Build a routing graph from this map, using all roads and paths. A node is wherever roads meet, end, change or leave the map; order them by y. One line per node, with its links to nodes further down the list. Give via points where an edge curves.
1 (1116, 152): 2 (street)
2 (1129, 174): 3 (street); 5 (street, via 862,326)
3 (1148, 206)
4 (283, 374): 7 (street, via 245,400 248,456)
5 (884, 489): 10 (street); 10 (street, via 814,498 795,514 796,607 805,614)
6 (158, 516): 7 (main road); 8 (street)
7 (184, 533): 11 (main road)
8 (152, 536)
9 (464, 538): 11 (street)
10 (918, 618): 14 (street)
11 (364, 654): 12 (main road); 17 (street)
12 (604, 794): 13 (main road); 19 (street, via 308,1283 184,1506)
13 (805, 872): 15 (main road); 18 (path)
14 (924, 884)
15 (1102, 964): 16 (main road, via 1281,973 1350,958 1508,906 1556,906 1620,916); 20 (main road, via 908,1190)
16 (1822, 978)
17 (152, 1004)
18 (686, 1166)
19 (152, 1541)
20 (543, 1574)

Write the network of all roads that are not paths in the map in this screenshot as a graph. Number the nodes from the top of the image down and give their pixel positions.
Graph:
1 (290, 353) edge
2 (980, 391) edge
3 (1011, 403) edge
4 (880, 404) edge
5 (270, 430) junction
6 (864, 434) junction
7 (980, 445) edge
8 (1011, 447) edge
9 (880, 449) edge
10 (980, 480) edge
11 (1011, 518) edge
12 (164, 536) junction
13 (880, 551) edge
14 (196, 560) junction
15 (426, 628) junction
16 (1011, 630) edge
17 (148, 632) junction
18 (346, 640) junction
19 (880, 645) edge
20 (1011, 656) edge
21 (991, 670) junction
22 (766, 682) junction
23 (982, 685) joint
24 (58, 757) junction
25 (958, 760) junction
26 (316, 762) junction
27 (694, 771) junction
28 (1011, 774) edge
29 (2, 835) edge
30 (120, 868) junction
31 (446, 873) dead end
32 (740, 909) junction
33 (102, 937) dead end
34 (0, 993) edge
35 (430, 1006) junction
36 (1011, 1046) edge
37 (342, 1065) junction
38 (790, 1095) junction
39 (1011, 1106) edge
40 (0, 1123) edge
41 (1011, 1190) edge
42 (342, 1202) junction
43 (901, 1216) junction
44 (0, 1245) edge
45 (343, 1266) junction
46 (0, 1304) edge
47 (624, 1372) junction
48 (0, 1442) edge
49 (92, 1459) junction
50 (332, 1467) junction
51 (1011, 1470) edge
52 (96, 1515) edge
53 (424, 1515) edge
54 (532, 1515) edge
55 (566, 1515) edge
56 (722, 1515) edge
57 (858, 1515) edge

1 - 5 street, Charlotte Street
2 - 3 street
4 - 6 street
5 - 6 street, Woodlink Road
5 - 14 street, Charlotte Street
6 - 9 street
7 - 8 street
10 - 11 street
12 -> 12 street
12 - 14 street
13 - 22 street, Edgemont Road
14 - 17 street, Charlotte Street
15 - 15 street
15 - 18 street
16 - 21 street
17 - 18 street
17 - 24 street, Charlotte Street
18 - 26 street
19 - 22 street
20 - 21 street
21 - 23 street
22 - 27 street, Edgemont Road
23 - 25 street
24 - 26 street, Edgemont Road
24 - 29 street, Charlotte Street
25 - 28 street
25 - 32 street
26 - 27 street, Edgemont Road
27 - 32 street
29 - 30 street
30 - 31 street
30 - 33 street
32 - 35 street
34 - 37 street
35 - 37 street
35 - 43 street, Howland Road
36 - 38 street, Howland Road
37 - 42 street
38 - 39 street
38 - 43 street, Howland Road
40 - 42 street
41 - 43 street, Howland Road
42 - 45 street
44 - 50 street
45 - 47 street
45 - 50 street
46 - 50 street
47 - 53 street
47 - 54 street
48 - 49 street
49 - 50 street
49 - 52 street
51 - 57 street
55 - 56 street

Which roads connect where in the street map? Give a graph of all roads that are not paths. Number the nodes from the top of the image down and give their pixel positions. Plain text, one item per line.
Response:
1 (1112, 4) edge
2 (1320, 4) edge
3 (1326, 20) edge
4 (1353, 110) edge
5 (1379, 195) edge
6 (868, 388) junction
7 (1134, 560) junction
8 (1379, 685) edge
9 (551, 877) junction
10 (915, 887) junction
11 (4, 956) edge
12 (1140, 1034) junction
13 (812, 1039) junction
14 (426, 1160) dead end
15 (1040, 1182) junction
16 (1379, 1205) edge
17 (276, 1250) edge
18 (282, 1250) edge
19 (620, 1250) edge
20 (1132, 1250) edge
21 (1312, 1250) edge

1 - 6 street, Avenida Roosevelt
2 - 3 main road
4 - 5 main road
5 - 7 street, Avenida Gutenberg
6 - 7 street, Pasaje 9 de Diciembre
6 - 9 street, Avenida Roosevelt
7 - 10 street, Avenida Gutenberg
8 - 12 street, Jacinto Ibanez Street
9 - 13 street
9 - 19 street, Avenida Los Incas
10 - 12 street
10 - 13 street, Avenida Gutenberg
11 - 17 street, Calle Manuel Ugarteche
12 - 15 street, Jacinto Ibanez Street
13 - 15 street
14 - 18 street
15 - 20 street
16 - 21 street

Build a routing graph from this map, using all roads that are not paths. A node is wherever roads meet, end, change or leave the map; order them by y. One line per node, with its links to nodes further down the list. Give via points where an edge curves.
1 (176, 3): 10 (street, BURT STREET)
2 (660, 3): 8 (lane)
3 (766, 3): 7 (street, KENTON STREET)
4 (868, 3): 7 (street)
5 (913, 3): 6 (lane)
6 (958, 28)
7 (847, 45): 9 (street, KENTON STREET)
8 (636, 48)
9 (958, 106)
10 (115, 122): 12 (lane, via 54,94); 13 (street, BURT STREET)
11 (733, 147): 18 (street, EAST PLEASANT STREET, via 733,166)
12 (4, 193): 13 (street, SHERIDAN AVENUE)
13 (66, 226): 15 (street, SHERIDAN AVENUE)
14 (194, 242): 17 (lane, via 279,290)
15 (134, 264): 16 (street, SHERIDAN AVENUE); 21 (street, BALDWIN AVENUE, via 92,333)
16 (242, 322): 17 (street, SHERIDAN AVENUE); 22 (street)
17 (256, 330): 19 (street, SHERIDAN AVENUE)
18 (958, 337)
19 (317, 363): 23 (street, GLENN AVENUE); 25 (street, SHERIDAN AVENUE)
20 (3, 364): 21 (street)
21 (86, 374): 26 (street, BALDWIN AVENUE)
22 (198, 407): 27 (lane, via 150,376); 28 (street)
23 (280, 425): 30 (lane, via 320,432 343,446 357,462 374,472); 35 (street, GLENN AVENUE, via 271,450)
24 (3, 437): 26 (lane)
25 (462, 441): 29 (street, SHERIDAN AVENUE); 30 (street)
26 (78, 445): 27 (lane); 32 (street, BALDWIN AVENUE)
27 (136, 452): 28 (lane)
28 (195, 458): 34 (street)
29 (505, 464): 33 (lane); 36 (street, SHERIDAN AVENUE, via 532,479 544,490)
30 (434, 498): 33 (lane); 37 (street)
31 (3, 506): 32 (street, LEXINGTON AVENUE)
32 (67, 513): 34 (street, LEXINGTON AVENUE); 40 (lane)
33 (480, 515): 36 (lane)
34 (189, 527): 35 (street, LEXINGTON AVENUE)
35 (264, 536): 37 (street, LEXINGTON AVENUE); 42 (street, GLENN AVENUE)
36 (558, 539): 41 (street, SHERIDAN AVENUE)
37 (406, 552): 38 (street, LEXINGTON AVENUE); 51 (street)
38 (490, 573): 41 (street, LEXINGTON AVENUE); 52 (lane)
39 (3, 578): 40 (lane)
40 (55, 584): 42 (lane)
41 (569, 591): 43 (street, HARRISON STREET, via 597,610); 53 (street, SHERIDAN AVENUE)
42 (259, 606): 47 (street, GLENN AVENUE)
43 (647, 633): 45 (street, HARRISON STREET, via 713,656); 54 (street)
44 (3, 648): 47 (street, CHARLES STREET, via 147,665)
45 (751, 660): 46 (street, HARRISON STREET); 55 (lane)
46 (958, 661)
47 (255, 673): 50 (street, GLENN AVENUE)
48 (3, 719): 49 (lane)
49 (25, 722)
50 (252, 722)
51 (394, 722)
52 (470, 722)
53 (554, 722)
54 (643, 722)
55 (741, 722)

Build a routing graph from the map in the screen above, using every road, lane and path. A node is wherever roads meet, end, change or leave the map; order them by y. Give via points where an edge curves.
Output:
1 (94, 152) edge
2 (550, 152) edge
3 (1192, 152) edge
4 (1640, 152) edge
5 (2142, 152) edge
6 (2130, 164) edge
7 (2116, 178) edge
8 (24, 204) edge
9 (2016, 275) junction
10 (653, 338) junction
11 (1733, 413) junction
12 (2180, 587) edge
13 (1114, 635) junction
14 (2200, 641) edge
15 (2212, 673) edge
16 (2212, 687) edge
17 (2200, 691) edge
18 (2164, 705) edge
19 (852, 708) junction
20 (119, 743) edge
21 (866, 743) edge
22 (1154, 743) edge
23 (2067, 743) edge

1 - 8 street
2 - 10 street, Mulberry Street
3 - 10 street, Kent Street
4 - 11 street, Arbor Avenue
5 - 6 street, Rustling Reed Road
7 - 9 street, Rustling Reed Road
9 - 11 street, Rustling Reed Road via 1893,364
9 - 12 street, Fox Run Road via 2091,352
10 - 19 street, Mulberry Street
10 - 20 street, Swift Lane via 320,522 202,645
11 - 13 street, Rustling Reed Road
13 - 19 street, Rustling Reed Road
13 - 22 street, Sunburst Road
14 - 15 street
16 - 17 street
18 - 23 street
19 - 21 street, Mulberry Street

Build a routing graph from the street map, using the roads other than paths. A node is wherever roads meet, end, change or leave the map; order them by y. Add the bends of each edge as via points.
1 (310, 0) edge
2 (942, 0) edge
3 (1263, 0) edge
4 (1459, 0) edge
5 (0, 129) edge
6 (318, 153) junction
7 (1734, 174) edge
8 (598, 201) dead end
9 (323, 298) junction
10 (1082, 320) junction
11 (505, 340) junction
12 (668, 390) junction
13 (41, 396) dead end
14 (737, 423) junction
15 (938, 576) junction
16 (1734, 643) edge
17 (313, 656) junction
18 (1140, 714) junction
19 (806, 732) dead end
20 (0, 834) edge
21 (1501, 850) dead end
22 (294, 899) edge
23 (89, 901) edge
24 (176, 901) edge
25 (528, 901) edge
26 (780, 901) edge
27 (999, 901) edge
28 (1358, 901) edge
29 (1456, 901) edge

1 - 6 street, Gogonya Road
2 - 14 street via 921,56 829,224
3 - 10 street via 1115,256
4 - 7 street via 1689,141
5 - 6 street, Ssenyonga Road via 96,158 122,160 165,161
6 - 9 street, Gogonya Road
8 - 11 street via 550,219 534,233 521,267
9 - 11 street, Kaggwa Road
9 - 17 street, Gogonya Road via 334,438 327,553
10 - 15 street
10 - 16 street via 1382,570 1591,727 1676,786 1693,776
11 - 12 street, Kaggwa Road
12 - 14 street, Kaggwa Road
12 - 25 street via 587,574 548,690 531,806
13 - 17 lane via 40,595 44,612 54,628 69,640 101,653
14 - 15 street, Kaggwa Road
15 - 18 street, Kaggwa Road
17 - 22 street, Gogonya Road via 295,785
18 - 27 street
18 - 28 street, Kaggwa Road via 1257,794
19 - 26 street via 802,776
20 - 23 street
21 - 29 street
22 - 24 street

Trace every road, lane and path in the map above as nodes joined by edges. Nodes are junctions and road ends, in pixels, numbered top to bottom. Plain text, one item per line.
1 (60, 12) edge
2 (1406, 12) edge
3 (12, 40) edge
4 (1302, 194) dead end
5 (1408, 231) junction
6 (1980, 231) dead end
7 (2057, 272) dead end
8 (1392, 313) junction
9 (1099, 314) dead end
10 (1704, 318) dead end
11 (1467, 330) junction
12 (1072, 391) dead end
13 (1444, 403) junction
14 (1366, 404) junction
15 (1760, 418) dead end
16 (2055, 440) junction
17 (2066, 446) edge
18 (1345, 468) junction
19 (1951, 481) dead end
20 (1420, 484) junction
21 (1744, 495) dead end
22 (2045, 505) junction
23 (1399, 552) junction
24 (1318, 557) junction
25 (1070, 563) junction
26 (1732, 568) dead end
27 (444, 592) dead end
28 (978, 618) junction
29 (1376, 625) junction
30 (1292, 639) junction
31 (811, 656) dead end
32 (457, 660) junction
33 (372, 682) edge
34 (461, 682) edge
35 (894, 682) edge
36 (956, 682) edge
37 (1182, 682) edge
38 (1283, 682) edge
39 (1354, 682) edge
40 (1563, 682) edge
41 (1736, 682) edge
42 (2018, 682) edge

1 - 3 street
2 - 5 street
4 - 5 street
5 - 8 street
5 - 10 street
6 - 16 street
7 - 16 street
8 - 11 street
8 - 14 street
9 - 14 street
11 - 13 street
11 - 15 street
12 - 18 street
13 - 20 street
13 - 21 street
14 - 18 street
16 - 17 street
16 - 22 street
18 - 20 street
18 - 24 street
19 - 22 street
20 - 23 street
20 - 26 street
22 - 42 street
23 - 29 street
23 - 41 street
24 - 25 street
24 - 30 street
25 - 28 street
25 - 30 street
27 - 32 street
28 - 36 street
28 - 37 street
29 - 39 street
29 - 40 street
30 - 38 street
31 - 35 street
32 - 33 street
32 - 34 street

════════════════════

▸ Your instructions
Each line in the entries above that includes the string "Plain" should be extracted.

▸ Expected output
Which roads connect where in the street map? Give a graph of all roads that are not paths. Number the nodes from the top of the image down and give their pixel positions. Plain text, one item per line.
Trace every road, lane and path in the map above as nodes joined by edges. Nodes are junctions and road ends, in pixels, numbered top to bottom. Plain text, one item per line.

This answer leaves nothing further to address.